By training the user simulators on practical search logs, the proposed UBS4RL framework can effectively improve ranking performance in terms of offline evaluation metrics:
•
Although the UBS4RL framework is trained to optimize online evaluation metrics, it also performs well on offline evaluation. UBS4RL achieves superior performance than all of the baselines, including click models, the neural ranking model, and the counterfactual LTR methods.
•
When adopting UserGAN as the simulation environment, UBS4RL can achieve stronger generalization ability than the baselines. This verifies that the learned implicit user behavior distribution is consistent over time; thus, they can be transferred to emerging search requests.
•
By optimizing click time related online metrics, the UBS4RL framework can achieve even better ranking performance than optimizing click-related online metrics. This shows that the click time information within users’ searching process is vital for ranking evaluation and optimization. This time information is usually ignored by previous works.
7 Conclusion
Ranking heterogeneous search results with complex interactions is an emerging and critical problem for modern search engines. In this work, we propose a ranking framework UBS4RL based on user simulation to optimize online evaluation metrics. The framework consists of three modules: feature extractor, user simulator, and ranking agent. Different user simulators are constructed to mimic fine-grained user feedback as the simulation environment for the offline training of the RL agent. Offline training avoids the time and resource consumption issues inherent in online training methods for practical search engines. The online training can also be built upon the policy learned offline with search logs and the simulation environment, which is more efficient and brings little harm to the online system. By extensive experiments on both synthetic and practical data, we demonstrate the effectiveness of the framework in improving ranking performance in terms of online as well as offline evaluation metrics. We also find that the click time information during users’ search process is vital for the ranking evaluation and optimization, which is usually ignored by previous works. The ranking framework has a strong generalizability over time, which is valuable for search engines dealing with ever-changing information on the Web.

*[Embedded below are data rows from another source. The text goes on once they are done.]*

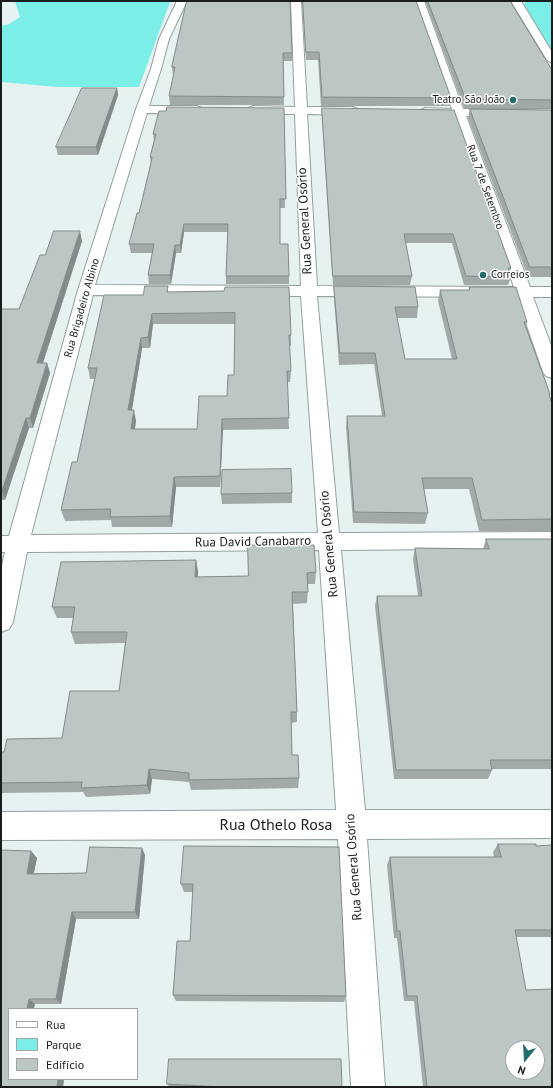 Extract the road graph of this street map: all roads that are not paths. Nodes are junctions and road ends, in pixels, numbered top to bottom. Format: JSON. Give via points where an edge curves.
{"nodes":[{"id":1,"x":182,"y":1,"type":"edge"},
{"id":2,"x":296,"y":1,"type":"edge"},
{"id":3,"x":419,"y":1,"type":"edge"},
{"id":4,"x":516,"y":1,"type":"edge"},
{"id":5,"x":552,"y":60,"type":"edge"},
{"id":6,"x":142,"y":109,"type":"junction"},
{"id":7,"x":205,"y":110,"type":"edge"},
{"id":8,"x":245,"y":110,"type":"edge"},
{"id":9,"x":300,"y":110,"type":"junction"},
{"id":10,"x":363,"y":111,"type":"edge"},
{"id":11,"x":411,"y":111,"type":"edge"},
{"id":12,"x":458,"y":112,"type":"junction"},
{"id":13,"x":552,"y":113,"type":"edge"},
{"id":14,"x":86,"y":290,"type":"junction"},
{"id":15,"x":308,"y":291,"type":"junction"},
{"id":16,"x":524,"y":292,"type":"junction"},
{"id":17,"x":552,"y":292,"type":"edge"},
{"id":18,"x":552,"y":372,"type":"edge"},
{"id":19,"x":552,"y":540,"type":"edge"},
{"id":20,"x":329,"y":541,"type":"junction"},
{"id":21,"x":9,"y":544,"type":"edge"},
{"id":22,"x":1,"y":622,"type":"edge"},
{"id":23,"x":352,"y":824,"type":"junction"},
{"id":24,"x":552,"y":824,"type":"edge"},
{"id":25,"x":1,"y":826,"type":"edge"},
{"id":26,"x":368,"y":1087,"type":"edge"}],
"edges":[{"from":1,"to":6,"type":"street","name":"Rua Brigadeiro Albino","via":[[164,39]]},
{"from":2,"to":9,"type":"street","name":"Rua General Osório"},
{"from":3,"to":12,"type":"street","name":"Rua 7 de Setembro"},
{"from":4,"to":5,"type":"street"},
{"from":6,"to":7,"type":"street"},
{"from":6,"to":14,"type":"street","name":"Rua Brigadeiro Albino"},
{"from":8,"to":9,"type":"street"},
{"from":9,"to":10,"type":"street"},
{"from":9,"to":15,"type":"street","name":"Rua General Osório"},
{"from":11,"to":12,"type":"street"},
{"from":12,"to":13,"type":"street"},
{"from":12,"to":16,"type":"street","name":"Rua 7 de Setembro"},
{"from":14,"to":15,"type":"street"},
{"from":14,"to":21,"type":"street","name":"Rua Brigadeiro Albino"},
{"from":15,"to":16,"type":"street"},
{"from":15,"to":20,"type":"street","name":"Rua General Osório"},
{"from":16,"to":17,"type":"street"},
{"from":16,"to":18,"type":"street","name":"Rua 7 de Setembro"},
{"from":19,"to":20,"type":"street","name":"Rua David Canabarro"},
{"from":20,"to":21,"type":"street","name":"Rua David Canabarro"},
{"from":20,"to":23,"type":"street","name":"Rua General Osório"},
{"from":21,"to":22,"type":"street","name":"Rua Brigadeiro Albino"},
{"from":23,"to":24,"type":"street","name":"Rua Othelo Rosa"},
{"from":23,"to":25,"type":"street","name":"Rua Othelo Rosa"},
{"from":23,"to":26,"type":"street","name":"Rua General Osório"}]}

The framework has the potential to be extended to a wide range of optimization tasks for different information systems, such as mobile search, product search, image search, and recommendation systems. It can be further improved from three aspects. First, the feature extractor can incorporate the information of landing pages, which contain more detailed information of search results, into the multimedia contents of SERPs. Meanwhile, the components of the ranking framework can utilize different feature extractors in practical applications. For example, the user simulator can be trained offline with highly computational deep neural features to achieve better performance, whereas the ranking agent, which is used to rank the results online, can utilize more cost-efficient handcrafted features. Second, the user simulator can adopt other generative models such as flow-based generative models and VAEs for user feedback simulation. Additional fine-grained spatial and temporal signals of user behavior can also be explored, such as fixations and mouse movements during the users’ information seeking process. Third, the ranking agent can leverage a wide range of RL algorithms to improve the ranking performance, which have shown effectiveness and efficiency in other research fields like games and robotics. In addition, different online metrics can be jointly optimized. User satisfaction can also be directly improved through tailored reward designs. The list-wise ranking framework also has the potential to be extended to the two-dimensional whole-page optimization problem, which takes the results on the right side of SERPs into consideration, such as knowledge cards and related searches.